WHAT YOU HAVE TO DO:
Every entry in this listing should be written out exactly.

RECORDS FOR THIS EXERCISE:

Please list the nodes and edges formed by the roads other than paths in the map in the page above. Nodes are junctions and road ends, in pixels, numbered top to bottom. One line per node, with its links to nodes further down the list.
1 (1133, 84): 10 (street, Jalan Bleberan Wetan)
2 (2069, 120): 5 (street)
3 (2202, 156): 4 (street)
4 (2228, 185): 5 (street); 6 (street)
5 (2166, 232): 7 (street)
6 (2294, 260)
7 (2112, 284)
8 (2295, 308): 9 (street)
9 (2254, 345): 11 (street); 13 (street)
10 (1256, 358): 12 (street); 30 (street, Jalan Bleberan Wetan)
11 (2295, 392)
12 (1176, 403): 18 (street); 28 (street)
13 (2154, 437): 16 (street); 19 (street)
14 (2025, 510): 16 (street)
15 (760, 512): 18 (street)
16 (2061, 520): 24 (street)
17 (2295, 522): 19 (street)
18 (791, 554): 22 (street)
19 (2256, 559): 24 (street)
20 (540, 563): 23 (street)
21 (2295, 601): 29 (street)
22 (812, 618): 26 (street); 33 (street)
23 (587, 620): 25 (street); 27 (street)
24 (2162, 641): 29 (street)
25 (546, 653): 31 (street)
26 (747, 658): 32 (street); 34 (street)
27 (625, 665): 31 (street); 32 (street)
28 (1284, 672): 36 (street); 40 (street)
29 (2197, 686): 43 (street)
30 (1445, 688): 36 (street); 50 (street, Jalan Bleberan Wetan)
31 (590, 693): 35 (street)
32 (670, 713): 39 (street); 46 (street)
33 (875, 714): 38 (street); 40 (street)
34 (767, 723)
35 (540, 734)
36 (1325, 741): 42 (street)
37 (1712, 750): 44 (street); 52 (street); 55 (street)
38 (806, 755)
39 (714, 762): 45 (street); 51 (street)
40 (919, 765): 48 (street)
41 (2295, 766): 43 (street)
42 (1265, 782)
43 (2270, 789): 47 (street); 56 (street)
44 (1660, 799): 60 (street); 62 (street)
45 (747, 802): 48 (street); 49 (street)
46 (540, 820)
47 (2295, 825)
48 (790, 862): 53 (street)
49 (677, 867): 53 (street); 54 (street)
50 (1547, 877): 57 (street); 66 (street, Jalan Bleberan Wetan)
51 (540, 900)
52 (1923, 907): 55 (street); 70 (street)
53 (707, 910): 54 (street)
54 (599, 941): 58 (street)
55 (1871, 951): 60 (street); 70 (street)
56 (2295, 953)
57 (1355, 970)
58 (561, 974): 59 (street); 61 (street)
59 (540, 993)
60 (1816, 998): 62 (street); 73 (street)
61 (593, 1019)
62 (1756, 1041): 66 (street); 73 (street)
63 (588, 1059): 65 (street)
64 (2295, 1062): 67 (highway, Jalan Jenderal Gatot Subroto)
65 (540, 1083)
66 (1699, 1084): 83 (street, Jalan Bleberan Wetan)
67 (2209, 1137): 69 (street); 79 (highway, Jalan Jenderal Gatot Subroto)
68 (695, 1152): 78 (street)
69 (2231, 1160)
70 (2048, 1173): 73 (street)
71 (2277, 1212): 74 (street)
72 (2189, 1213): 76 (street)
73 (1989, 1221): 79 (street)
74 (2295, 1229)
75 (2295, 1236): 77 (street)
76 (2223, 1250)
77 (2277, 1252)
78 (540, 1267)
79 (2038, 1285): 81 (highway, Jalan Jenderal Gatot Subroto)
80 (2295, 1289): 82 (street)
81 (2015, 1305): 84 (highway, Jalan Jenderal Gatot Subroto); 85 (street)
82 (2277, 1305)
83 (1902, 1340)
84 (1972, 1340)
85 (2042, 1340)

ANSWER BOX:
Please list the nodes and edges formed by the roads other than paths in the map in the page above. Nodes are junctions and road ends, in pixels, numbered top to bottom. One line per node, with its links to nodes further down the list.
1 (1133, 84): 10 (street, Jalan Bleberan Wetan)
2 (2069, 120): 5 (street)
3 (2202, 156): 4 (street)
4 (2228, 185): 5 (street); 6 (street)
5 (2166, 232): 7 (street)
6 (2294, 260)
7 (2112, 284)
8 (2295, 308): 9 (street)
9 (2254, 345): 11 (street); 13 (street)
10 (1256, 358): 12 (street); 30 (street, Jalan Bleberan Wetan)
11 (2295, 392)
12 (1176, 403): 18 (street); 28 (street)
13 (2154, 437): 16 (street); 19 (street)
14 (2025, 510): 16 (street)
15 (760, 512): 18 (street)
16 (2061, 520): 24 (street)
17 (2295, 522): 19 (street)
18 (791, 554): 22 (street)
19 (2256, 559): 24 (street)
20 (540, 563): 23 (street)
21 (2295, 601): 29 (street)
22 (812, 618): 26 (street); 33 (street)
23 (587, 620): 25 (street); 27 (street)
24 (2162, 641): 29 (street)
25 (546, 653): 31 (street)
26 (747, 658): 32 (street); 34 (street)
27 (625, 665): 31 (street); 32 (street)
28 (1284, 672): 36 (street); 40 (street)
29 (2197, 686): 43 (street)
30 (1445, 688): 36 (street); 50 (street, Jalan Bleberan Wetan)
31 (590, 693): 35 (street)
32 (670, 713): 39 (street); 46 (street)
33 (875, 714): 38 (street); 40 (street)
34 (767, 723)
35 (540, 734)
36 (1325, 741): 42 (street)
37 (1712, 750): 44 (street); 52 (street); 55 (street)
38 (806, 755)
39 (714, 762): 45 (street); 51 (street)
40 (919, 765): 48 (street)
41 (2295, 766): 43 (street)
42 (1265, 782)
43 (2270, 789): 47 (street); 56 (street)
44 (1660, 799): 60 (street); 62 (street)
45 (747, 802): 48 (street); 49 (street)
46 (540, 820)
47 (2295, 825)
48 (790, 862): 53 (street)
49 (677, 867): 53 (street); 54 (street)
50 (1547, 877): 57 (street); 66 (street, Jalan Bleberan Wetan)
51 (540, 900)
52 (1923, 907): 55 (street); 70 (street)
53 (707, 910): 54 (street)
54 (599, 941): 58 (street)
55 (1871, 951): 60 (street); 70 (street)
56 (2295, 953)
57 (1355, 970)
58 (561, 974): 59 (street); 61 (street)
59 (540, 993)
60 (1816, 998): 62 (street); 73 (street)
61 (593, 1019)
62 (1756, 1041): 66 (street); 73 (street)
63 (588, 1059): 65 (street)
64 (2295, 1062): 67 (highway, Jalan Jenderal Gatot Subroto)
65 (540, 1083)
66 (1699, 1084): 83 (street, Jalan Bleberan Wetan)
67 (2209, 1137): 69 (street); 79 (highway, Jalan Jenderal Gatot Subroto)
68 (695, 1152): 78 (street)
69 (2231, 1160)
70 (2048, 1173): 73 (street)
71 (2277, 1212): 74 (street)
72 (2189, 1213): 76 (street)
73 (1989, 1221): 79 (street)
74 (2295, 1229)
75 (2295, 1236): 77 (street)
76 (2223, 1250)
77 (2277, 1252)
78 (540, 1267)
79 (2038, 1285): 81 (highway, Jalan Jenderal Gatot Subroto)
80 (2295, 1289): 82 (street)
81 (2015, 1305): 84 (highway, Jalan Jenderal Gatot Subroto); 85 (street)
82 (2277, 1305)
83 (1902, 1340)
84 (1972, 1340)
85 (2042, 1340)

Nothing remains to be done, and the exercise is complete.